[WHAT NEEDS TO BE DONE]:
Using the listing below, return each line exactly as it reads.

[RECORDS TO PROCESS]:

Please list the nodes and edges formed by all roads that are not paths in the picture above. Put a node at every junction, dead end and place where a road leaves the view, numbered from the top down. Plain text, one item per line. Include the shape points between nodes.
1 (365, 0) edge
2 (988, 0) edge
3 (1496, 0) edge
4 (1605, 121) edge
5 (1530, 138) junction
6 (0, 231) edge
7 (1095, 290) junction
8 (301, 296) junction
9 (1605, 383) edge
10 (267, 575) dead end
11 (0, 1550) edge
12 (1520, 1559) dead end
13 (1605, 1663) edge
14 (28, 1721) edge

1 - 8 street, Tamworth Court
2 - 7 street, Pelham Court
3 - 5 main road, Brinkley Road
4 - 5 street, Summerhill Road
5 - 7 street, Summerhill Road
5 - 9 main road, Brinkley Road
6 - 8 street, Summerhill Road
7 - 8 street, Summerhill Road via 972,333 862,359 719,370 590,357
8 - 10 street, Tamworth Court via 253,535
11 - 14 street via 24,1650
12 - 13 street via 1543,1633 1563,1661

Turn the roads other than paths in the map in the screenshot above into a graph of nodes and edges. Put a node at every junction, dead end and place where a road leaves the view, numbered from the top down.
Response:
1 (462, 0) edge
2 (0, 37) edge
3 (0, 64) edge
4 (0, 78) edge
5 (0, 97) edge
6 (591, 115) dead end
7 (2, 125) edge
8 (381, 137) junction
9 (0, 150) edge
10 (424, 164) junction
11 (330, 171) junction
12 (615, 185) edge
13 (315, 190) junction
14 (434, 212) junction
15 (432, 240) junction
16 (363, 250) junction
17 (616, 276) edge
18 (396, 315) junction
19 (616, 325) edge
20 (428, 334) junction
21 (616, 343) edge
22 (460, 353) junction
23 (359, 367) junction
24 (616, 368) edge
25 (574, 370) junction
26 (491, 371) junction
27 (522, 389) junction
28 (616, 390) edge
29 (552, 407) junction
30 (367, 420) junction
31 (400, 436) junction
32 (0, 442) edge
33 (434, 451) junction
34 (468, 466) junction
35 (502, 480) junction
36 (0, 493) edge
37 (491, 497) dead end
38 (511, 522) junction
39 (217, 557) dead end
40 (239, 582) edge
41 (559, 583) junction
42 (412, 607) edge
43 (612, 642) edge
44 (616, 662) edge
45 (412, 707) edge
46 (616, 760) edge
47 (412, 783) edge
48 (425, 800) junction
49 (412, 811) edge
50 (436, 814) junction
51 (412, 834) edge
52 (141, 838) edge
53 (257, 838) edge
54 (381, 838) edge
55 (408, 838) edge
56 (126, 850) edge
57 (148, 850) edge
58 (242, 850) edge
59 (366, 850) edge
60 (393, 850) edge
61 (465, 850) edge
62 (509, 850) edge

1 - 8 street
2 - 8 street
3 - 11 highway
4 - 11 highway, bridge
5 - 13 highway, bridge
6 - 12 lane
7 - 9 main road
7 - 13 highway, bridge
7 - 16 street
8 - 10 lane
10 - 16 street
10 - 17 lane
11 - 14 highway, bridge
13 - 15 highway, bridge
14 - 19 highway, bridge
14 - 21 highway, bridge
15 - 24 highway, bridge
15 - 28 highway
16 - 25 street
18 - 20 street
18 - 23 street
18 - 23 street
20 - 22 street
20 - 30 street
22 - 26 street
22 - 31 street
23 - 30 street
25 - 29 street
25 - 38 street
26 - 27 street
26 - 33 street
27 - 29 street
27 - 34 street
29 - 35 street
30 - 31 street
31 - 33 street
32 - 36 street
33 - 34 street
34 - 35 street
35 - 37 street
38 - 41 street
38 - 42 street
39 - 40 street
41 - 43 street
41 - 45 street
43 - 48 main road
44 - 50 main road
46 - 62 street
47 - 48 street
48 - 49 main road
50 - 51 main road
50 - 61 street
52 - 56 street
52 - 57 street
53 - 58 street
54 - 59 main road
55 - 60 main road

[ANSWER TO THE PROBLEM]:
Please list the nodes and edges formed by all roads that are not paths in the picture above. Put a node at every junction, dead end and place where a road leaves the view, numbered from the top down. Plain text, one item per line. Include the shape points between nodes.
1 (365, 0) edge
2 (988, 0) edge
3 (1496, 0) edge
4 (1605, 121) edge
5 (1530, 138) junction
6 (0, 231) edge
7 (1095, 290) junction
8 (301, 296) junction
9 (1605, 383) edge
10 (267, 575) dead end
11 (0, 1550) edge
12 (1520, 1559) dead end
13 (1605, 1663) edge
14 (28, 1721) edge

1 - 8 street, Tamworth Court
2 - 7 street, Pelham Court
3 - 5 main road, Brinkley Road
4 - 5 street, Summerhill Road
5 - 7 street, Summerhill Road
5 - 9 main road, Brinkley Road
6 - 8 street, Summerhill Road
7 - 8 street, Summerhill Road via 972,333 862,359 719,370 590,357
8 - 10 street, Tamworth Court via 253,535
11 - 14 street via 24,1650
12 - 13 street via 1543,1633 1563,1661

Turn the roads other than paths in the map in the screenshot above into a graph of nodes and edges. Put a node at every junction, dead end and place where a road leaves the view, numbered from the top down.
Response:
1 (462, 0) edge
2 (0, 37) edge
3 (0, 64) edge
4 (0, 78) edge
5 (0, 97) edge
6 (591, 115) dead end
7 (2, 125) edge
8 (381, 137) junction
9 (0, 150) edge
10 (424, 164) junction
11 (330, 171) junction
12 (615, 185) edge
13 (315, 190) junction
14 (434, 212) junction
15 (432, 240) junction
16 (363, 250) junction
17 (616, 276) edge
18 (396, 315) junction
19 (616, 325) edge
20 (428, 334) junction
21 (616, 343) edge
22 (460, 353) junction
23 (359, 367) junction
24 (616, 368) edge
25 (574, 370) junction
26 (491, 371) junction
27 (522, 389) junction
28 (616, 390) edge
29 (552, 407) junction
30 (367, 420) junction
31 (400, 436) junction
32 (0, 442) edge
33 (434, 451) junction
34 (468, 466) junction
35 (502, 480) junction
36 (0, 493) edge
37 (491, 497) dead end
38 (511, 522) junction
39 (217, 557) dead end
40 (239, 582) edge
41 (559, 583) junction
42 (412, 607) edge
43 (612, 642) edge
44 (616, 662) edge
45 (412, 707) edge
46 (616, 760) edge
47 (412, 783) edge
48 (425, 800) junction
49 (412, 811) edge
50 (436, 814) junction
51 (412, 834) edge
52 (141, 838) edge
53 (257, 838) edge
54 (381, 838) edge
55 (408, 838) edge
56 (126, 850) edge
57 (148, 850) edge
58 (242, 850) edge
59 (366, 850) edge
60 (393, 850) edge
61 (465, 850) edge
62 (509, 850) edge

1 - 8 street
2 - 8 street
3 - 11 highway
4 - 11 highway, bridge
5 - 13 highway, bridge
6 - 12 lane
7 - 9 main road
7 - 13 highway, bridge
7 - 16 street
8 - 10 lane
10 - 16 street
10 - 17 lane
11 - 14 highway, bridge
13 - 15 highway, bridge
14 - 19 highway, bridge
14 - 21 highway, bridge
15 - 24 highway, bridge
15 - 28 highway
16 - 25 street
18 - 20 street
18 - 23 street
18 - 23 street
20 - 22 street
20 - 30 street
22 - 26 street
22 - 31 street
23 - 30 street
25 - 29 street
25 - 38 street
26 - 27 street
26 - 33 street
27 - 29 street
27 - 34 street
29 - 35 street
30 - 31 street
31 - 33 street
32 - 36 street
33 - 34 street
34 - 35 street
35 - 37 street
38 - 41 street
38 - 42 street
39 - 40 street
41 - 43 street
41 - 45 street
43 - 48 main road
44 - 50 main road
46 - 62 street
47 - 48 street
48 - 49 main road
50 - 51 main road
50 - 61 street
52 - 56 street
52 - 57 street
53 - 58 street
54 - 59 main road
55 - 60 main road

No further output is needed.